The example of the less than sympathetic welcome from the California population in the 1930's is uncomfortably like some of the attitudes of different groups of people today.  There are two sides of the tarnished coin of being human.  We are afraid to be alone, so we tend to gather in groups of people like us to feel less alone.  People who speak like us, look like us, are like us.  The other side are people who don't.  Are they safe?  Will they hurt us?  Should we give them a chance or just paint them all with the same brush to be on the safe side.  It's a small step for us from "not us" to "dumber than us" "uglier than us" "not as worthy to live as us".  We have no idea what it's like to be someone other than us, without pushing ourselves really hard.  Even then, going into someone else's world, they can tell you don't fit in just as much as you can tell they aren't like you.

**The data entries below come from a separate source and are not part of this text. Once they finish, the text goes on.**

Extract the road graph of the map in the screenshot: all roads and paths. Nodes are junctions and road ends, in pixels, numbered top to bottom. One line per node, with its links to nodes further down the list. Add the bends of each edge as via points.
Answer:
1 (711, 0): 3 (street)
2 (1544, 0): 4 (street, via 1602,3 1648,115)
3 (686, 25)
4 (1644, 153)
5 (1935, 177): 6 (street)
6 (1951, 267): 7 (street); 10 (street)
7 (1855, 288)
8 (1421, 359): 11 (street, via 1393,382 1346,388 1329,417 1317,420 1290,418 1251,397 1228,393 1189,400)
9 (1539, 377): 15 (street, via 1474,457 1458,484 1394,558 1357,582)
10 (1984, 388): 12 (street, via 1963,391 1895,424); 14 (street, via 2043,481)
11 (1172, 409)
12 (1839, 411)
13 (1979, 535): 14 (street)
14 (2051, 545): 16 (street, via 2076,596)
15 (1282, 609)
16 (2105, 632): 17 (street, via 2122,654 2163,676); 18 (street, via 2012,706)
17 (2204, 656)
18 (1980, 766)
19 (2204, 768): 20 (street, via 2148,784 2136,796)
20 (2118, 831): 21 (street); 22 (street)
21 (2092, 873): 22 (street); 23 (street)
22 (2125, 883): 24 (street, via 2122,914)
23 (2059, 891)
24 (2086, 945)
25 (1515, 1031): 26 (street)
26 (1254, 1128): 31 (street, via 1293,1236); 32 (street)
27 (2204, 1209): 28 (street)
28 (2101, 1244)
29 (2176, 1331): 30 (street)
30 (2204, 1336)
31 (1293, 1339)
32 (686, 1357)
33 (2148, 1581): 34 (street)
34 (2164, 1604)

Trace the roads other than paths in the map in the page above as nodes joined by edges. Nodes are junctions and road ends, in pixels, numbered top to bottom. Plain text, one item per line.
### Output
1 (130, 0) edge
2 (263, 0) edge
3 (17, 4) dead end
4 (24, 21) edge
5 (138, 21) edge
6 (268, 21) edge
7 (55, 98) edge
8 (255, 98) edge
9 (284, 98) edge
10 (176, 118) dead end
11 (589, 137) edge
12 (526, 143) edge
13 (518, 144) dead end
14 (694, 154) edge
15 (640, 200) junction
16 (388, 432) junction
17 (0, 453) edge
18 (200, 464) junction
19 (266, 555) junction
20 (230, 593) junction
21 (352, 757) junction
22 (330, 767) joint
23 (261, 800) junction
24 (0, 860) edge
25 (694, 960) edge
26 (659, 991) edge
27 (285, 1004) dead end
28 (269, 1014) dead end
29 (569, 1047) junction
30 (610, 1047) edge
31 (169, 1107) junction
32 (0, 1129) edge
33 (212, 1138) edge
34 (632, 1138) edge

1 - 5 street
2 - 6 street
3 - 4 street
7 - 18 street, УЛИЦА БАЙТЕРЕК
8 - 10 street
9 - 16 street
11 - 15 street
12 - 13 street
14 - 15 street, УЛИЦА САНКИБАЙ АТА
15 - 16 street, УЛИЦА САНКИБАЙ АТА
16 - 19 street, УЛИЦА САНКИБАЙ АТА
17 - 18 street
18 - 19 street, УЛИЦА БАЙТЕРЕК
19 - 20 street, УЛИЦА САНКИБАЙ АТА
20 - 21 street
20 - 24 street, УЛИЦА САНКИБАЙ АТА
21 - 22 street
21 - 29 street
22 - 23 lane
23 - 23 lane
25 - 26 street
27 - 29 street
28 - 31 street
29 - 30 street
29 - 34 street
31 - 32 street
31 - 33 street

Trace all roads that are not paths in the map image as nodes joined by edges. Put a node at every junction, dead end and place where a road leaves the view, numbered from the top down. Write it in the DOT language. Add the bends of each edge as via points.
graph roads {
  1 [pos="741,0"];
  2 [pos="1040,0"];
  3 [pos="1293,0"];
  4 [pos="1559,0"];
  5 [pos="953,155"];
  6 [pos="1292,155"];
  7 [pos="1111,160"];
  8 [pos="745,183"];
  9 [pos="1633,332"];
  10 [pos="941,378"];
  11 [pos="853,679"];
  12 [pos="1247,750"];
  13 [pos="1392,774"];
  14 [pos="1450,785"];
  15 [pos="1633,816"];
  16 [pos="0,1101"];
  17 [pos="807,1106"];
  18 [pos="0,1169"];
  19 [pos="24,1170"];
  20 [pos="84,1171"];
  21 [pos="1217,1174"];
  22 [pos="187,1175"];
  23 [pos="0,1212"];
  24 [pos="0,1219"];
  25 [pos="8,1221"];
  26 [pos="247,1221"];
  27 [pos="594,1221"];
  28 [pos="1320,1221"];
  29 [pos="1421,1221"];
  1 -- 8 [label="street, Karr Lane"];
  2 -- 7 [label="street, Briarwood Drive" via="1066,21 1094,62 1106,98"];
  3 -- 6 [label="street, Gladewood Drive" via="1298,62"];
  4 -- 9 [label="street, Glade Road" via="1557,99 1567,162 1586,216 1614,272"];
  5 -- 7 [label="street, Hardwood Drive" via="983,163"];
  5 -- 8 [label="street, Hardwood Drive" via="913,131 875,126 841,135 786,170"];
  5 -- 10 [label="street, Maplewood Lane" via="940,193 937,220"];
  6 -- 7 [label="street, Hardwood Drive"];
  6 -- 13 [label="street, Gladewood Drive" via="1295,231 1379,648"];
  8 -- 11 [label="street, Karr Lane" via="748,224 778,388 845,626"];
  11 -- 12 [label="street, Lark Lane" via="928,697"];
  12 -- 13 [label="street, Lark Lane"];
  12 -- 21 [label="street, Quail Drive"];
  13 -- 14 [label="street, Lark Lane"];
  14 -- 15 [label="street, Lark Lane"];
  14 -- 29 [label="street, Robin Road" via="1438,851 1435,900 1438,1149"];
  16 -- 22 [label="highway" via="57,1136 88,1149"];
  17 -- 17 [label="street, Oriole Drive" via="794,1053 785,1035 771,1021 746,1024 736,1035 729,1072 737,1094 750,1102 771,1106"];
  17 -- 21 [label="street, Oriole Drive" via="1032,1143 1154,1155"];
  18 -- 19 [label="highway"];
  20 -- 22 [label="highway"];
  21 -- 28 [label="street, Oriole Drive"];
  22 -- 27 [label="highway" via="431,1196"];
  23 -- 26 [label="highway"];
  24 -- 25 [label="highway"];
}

My husband just said that Aftershock expects 40,000 people a day at the festival.  Will they be like me?  Will I fit in because I love the music?  Will I not fit in because I'm too old?  The wrong color?  Too young?  Too educated, not educated enough?  Too fat? Too flat?  No talent?  Well, I don't have to get up on stage, thank the Lord.  Do I have too many tattoos or not enough?  Remember the start of "Baby Got Back" by Sir Mix-A-Lot?  "Oh my God Becky, look at her butt, It is so big, she looks like one of those rap guys' girlfriends".  "Oh my God Becky, look at her arms.  Her tattoos are so big.  She looks like one of those rock guys' girlfriends."  Perhaps instead of wearing masks, we need to put paper bags over our heads so we can't see each other and have "blind auditions" like they have on The Voice so everyone has a chance to be human!

EM

P.S.  My prayers and thanks to the brave people who are trying to put out the fires and are giving up their lives or endangering their lives for others.  Here and in the world at large.  May we all be braver, kinder and more human.  If we can't, remember to go paper, not plastic.  You can't see through the paper.